◆ What you need to do ◆
A word-for-word copy of all entries is required, without images.

◆ Supplied material ◆
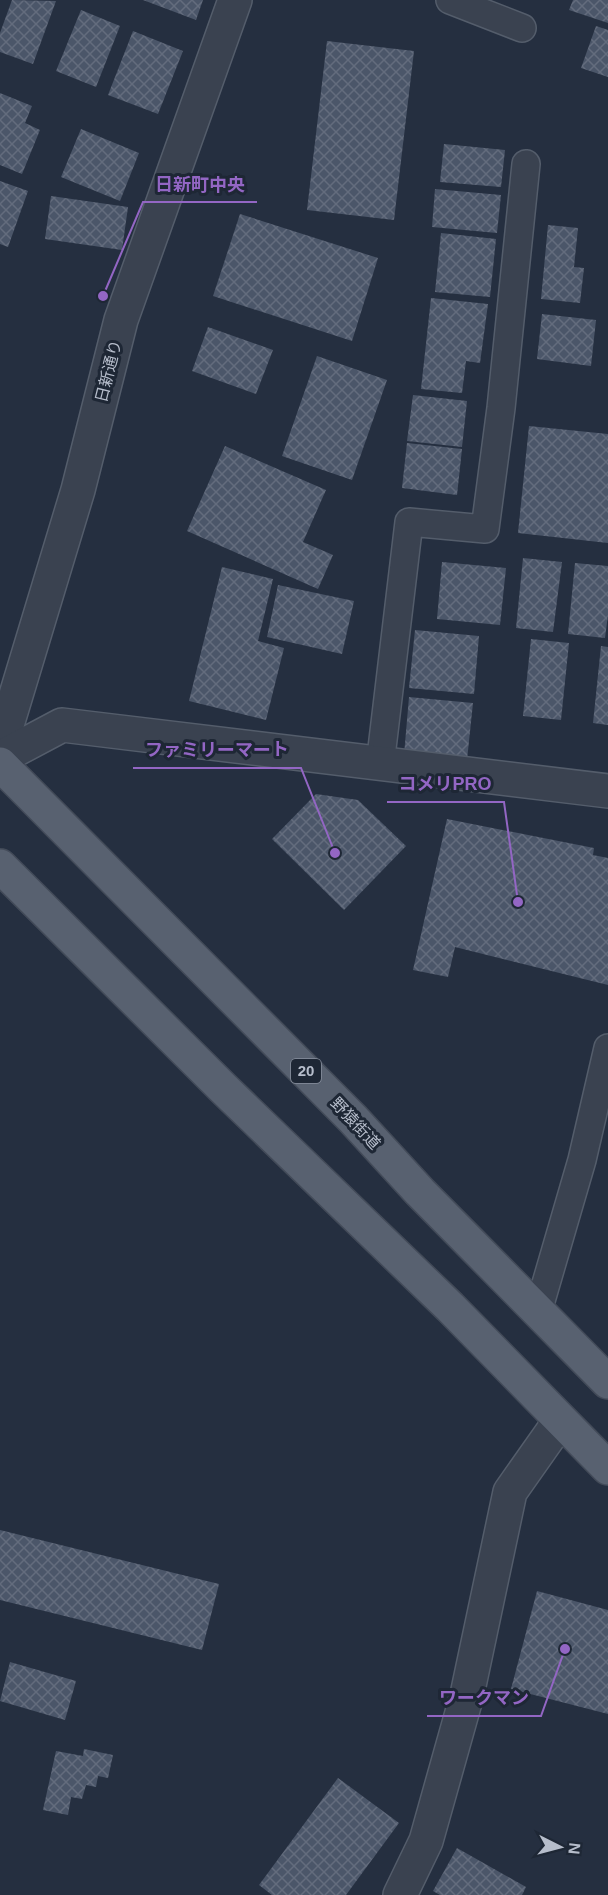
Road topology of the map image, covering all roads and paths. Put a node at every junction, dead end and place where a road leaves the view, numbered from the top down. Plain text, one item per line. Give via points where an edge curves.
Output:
1 (235, 0) edge
2 (450, 0) edge
3 (522, 28) dead end
4 (526, 164) dead end
5 (0, 748) edge
6 (0, 758) edge
7 (0, 764) edge
8 (380, 765) junction
9 (608, 791) edge
10 (0, 866) edge
11 (608, 1048) edge
12 (538, 1311) junction
13 (608, 1382) edge
14 (561, 1421) junction
15 (608, 1468) edge
16 (400, 1895) edge

1 - 5 street, 日新通り via 121,320 78,490
2 - 3 lane
4 - 8 lane via 485,529 409,522
6 - 8 street via 62,725
7 - 12 main road, 野猿街道 / 20
8 - 9 street
10 - 14 main road
11 - 12 lane via 582,1160
12 - 13 main road, 野猿街道 / 20
14 - 15 main road
14 - 16 street via 510,1492 467,1695 426,1841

◆ Response area ◆
Road topology of the map image, covering all roads and paths. Put a node at every junction, dead end and place where a road leaves the view, numbered from the top down. Plain text, one item per line. Give via points where an edge curves.
Output:
1 (235, 0) edge
2 (450, 0) edge
3 (522, 28) dead end
4 (526, 164) dead end
5 (0, 748) edge
6 (0, 758) edge
7 (0, 764) edge
8 (380, 765) junction
9 (608, 791) edge
10 (0, 866) edge
11 (608, 1048) edge
12 (538, 1311) junction
13 (608, 1382) edge
14 (561, 1421) junction
15 (608, 1468) edge
16 (400, 1895) edge

1 - 5 street, 日新通り via 121,320 78,490
2 - 3 lane
4 - 8 lane via 485,529 409,522
6 - 8 street via 62,725
7 - 12 main road, 野猿街道 / 20
8 - 9 street
10 - 14 main road
11 - 12 lane via 582,1160
12 - 13 main road, 野猿街道 / 20
14 - 15 main road
14 - 16 street via 510,1492 467,1695 426,1841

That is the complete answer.